Revisaron las grabaciones, pero nada sospechoso apareció en el ascensor.
Así que quien hizo esto debió haber tomado las escaleras—y evitado cuidadosamente cada cámara.
—Es sangre de cerdo —dijo el oficial—. Mira, realmente creo que no deberías quedarte aquí esta noche. Busca un hotel, quédate con un amigo—simplemente no estés sola.
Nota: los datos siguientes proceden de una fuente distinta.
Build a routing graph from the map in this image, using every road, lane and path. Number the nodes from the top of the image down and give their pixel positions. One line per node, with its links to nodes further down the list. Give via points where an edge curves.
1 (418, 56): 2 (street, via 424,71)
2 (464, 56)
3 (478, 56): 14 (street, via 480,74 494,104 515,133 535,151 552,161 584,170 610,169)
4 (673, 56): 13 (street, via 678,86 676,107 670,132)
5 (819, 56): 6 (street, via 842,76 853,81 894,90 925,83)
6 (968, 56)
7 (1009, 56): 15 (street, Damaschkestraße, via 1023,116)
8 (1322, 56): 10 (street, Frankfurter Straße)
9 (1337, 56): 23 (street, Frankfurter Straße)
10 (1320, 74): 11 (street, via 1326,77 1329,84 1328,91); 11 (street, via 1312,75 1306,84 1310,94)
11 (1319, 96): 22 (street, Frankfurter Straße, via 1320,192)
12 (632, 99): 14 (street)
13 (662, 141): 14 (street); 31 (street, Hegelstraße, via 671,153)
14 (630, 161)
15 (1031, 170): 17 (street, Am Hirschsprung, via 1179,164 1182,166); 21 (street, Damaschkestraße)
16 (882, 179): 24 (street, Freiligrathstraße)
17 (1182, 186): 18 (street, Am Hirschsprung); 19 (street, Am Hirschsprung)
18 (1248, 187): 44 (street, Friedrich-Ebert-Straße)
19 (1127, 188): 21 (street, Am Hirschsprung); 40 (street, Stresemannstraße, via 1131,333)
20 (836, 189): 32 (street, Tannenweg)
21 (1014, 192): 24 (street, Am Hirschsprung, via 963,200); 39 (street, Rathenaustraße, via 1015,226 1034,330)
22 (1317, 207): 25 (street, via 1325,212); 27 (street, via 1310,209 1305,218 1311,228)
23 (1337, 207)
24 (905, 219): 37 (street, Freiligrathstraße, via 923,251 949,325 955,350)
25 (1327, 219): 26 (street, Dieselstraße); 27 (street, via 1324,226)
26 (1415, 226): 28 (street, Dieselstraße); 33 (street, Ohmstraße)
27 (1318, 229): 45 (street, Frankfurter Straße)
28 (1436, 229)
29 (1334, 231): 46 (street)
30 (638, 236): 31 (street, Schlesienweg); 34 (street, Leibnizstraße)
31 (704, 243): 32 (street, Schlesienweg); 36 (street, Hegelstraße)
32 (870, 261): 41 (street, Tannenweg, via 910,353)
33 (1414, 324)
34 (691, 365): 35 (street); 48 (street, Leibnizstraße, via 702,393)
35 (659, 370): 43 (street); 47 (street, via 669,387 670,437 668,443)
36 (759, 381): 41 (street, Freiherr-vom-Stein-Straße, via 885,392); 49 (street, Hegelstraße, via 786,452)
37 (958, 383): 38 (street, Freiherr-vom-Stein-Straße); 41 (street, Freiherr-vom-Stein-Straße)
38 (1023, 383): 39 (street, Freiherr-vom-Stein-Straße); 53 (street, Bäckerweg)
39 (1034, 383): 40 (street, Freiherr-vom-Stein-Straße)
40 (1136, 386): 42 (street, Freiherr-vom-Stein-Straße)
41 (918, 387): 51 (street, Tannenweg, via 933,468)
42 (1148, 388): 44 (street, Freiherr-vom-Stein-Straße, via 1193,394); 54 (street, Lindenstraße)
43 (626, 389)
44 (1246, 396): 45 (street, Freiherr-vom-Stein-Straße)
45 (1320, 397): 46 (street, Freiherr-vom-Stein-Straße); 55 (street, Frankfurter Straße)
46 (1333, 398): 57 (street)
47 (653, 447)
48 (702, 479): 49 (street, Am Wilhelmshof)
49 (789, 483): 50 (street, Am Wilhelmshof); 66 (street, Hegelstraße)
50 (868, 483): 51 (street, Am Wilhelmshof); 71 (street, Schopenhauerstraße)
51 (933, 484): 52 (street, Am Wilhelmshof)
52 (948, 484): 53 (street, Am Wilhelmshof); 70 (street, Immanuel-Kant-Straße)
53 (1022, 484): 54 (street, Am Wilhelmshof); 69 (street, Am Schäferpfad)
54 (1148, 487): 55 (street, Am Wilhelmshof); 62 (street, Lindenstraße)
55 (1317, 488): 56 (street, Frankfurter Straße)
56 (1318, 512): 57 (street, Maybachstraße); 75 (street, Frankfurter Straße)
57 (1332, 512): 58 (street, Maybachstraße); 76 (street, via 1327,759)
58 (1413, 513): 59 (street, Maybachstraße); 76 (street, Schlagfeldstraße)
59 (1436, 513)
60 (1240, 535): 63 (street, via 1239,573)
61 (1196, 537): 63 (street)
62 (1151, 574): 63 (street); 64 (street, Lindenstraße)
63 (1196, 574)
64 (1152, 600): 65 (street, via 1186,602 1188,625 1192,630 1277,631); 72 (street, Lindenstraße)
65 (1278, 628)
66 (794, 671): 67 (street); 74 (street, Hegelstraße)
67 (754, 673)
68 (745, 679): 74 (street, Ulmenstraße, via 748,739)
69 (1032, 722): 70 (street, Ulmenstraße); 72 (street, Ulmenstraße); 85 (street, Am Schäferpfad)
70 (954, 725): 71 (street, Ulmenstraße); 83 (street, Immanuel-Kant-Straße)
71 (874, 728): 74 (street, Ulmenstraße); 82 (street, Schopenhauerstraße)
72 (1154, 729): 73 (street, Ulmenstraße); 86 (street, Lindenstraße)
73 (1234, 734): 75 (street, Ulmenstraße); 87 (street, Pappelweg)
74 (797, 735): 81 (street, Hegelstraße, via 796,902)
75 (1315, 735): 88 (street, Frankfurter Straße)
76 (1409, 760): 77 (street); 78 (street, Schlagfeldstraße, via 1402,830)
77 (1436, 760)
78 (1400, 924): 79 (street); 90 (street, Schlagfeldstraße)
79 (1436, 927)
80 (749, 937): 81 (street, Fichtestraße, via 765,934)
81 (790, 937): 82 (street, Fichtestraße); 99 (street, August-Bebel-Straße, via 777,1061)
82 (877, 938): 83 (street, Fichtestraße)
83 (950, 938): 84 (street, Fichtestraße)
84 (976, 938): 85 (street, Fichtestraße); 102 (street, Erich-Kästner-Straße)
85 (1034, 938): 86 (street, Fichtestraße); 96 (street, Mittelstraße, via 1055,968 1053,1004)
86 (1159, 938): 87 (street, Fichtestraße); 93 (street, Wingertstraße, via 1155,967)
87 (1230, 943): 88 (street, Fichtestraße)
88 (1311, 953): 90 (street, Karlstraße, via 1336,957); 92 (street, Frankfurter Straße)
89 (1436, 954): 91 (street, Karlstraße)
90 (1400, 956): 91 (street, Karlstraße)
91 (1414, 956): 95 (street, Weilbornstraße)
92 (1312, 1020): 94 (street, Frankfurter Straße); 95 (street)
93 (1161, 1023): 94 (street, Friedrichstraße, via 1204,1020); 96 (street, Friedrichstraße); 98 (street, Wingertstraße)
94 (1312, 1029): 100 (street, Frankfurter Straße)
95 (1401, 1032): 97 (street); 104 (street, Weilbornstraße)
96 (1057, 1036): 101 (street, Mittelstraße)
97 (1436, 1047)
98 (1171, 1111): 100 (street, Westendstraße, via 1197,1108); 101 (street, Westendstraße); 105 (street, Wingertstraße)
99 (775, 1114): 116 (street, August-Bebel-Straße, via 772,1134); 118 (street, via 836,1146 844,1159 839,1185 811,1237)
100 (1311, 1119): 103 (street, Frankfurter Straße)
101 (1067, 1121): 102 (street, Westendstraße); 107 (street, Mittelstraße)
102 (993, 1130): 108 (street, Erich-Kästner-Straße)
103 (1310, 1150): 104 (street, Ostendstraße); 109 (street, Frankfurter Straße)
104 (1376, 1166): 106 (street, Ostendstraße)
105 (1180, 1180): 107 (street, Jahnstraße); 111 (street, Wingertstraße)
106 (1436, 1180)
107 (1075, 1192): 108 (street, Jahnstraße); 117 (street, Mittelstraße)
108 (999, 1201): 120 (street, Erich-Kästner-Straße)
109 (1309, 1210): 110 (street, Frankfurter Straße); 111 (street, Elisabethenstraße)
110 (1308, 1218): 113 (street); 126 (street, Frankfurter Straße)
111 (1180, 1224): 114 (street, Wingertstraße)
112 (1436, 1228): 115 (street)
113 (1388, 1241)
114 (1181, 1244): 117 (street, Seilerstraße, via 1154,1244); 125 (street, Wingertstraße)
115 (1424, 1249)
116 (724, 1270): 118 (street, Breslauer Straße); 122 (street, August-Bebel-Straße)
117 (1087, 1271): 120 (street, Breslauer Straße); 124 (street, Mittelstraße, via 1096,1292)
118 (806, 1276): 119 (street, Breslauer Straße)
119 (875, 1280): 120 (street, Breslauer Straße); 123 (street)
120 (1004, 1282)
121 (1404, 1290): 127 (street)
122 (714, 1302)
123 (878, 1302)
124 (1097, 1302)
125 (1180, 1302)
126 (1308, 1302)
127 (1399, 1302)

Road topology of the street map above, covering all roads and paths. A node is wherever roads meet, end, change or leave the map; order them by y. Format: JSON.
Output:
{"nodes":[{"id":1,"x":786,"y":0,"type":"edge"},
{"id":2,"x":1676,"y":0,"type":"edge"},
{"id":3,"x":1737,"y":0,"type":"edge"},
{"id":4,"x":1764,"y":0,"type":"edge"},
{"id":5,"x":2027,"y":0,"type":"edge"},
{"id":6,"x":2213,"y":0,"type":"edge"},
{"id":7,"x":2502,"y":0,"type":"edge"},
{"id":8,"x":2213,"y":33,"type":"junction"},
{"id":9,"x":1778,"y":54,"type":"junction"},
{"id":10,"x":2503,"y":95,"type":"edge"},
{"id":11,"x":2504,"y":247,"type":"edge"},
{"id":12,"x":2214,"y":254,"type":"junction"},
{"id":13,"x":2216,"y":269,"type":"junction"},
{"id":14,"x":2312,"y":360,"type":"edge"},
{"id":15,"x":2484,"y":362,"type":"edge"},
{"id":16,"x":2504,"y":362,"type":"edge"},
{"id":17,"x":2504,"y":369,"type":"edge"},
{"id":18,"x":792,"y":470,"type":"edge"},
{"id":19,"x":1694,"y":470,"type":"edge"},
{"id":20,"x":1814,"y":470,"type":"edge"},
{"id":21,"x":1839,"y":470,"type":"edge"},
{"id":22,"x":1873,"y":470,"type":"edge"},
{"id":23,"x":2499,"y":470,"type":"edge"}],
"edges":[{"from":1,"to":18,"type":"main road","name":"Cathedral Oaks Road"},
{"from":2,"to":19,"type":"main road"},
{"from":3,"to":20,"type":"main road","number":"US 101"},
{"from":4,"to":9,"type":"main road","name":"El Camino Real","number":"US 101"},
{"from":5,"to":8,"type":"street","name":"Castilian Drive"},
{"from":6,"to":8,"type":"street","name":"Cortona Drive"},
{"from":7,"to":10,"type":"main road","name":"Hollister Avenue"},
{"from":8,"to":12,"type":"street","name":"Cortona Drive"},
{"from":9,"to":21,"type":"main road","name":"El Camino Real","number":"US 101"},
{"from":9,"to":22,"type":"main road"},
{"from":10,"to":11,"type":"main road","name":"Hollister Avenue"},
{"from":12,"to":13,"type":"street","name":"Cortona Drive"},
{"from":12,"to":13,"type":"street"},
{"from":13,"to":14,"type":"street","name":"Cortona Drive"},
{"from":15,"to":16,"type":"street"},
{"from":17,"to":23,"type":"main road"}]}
Chloe apretó su agarre en la mano de Carol.
—Ven a quedarte en mi casa, Carol. De todos modos vivo sola.
Manteniendo todavía la calma, Carol le preguntó:
—¿Cuánto tiempo tomará encontrar a la persona detrás de esto?
—Va a llevar un tiempo.
Carol ya esperaba eso. Quien estuviera haciendo esto claramente había planeado todo. Rastrearlo no sería fácil.
—Esta persona conoce tu horario de trabajo y dónde vives. Está siendo muy cuidadoso —añadió el policía—. Hasta que lo atrapemos, necesitas mantenerte alerta.
—Entendido. Gracias.
El oficial tomó notas y se fue con la muñeca.
Cuando la puerta se cerró, Chloe todavía se veía un poco pálida.
Tomó la mano de Carol nuevamente.
—Realmente no deberías dormir aquí esta noche.
—Me mudaré mañana —murmuró Carol.
—No, tenemos que irnos ahora —insistió Chloe, visiblemente ansiosa—. ¿Y si ese psicópata regresa?
Carol dudó. Incluso si se mudaba, no iría a casa de Chloe—no quería arrastrarla a ella también en esto.
—Dudo que aparezca de nuevo esta noche —dijo Carol—. Deberías ir a casa.
—No me voy —Chloe negó firmemente con la cabeza—. No me parece bien dejarte aquí sola. Me quedaré contigo esta noche. Mañana por la mañana, si no quieres venir a mi casa, te encontraremos otro lugar.
Carol vio que hablaba en serio y no discutió más.
—Gracias.
Se había asustado dos veces en un día, y no había forma de que pudiera calmarse interiormente.
No tenía idea de quién estaba detrás de todo esto.
Chloe se sentó junto a ella en el sofá, enviando mensajes con su teléfono.
—Por cierto, Carol, le conté a Alex Ellis sobre esto.
Carol la miró.
Chloe explicó rápidamente:
—Vino a mi casa buscándome, vio que no estaba, preguntó dónde estaba. Le dije que estaba contigo. Y honestamente, después de lo que acaba de pasar, pensé que debería hacérselo saber.
Carol simplemente negó con la cabeza:
—Está bien.
—Dijo que viene para acá.
—De acuerdo.
No mucho después, hubo un golpe en la puerta. Alguien llamando el nombre de Carol desde el pasillo.
Cuando Carol abrió, tanto Alex Ellis como Ethan Mitchell estaban allí de pie.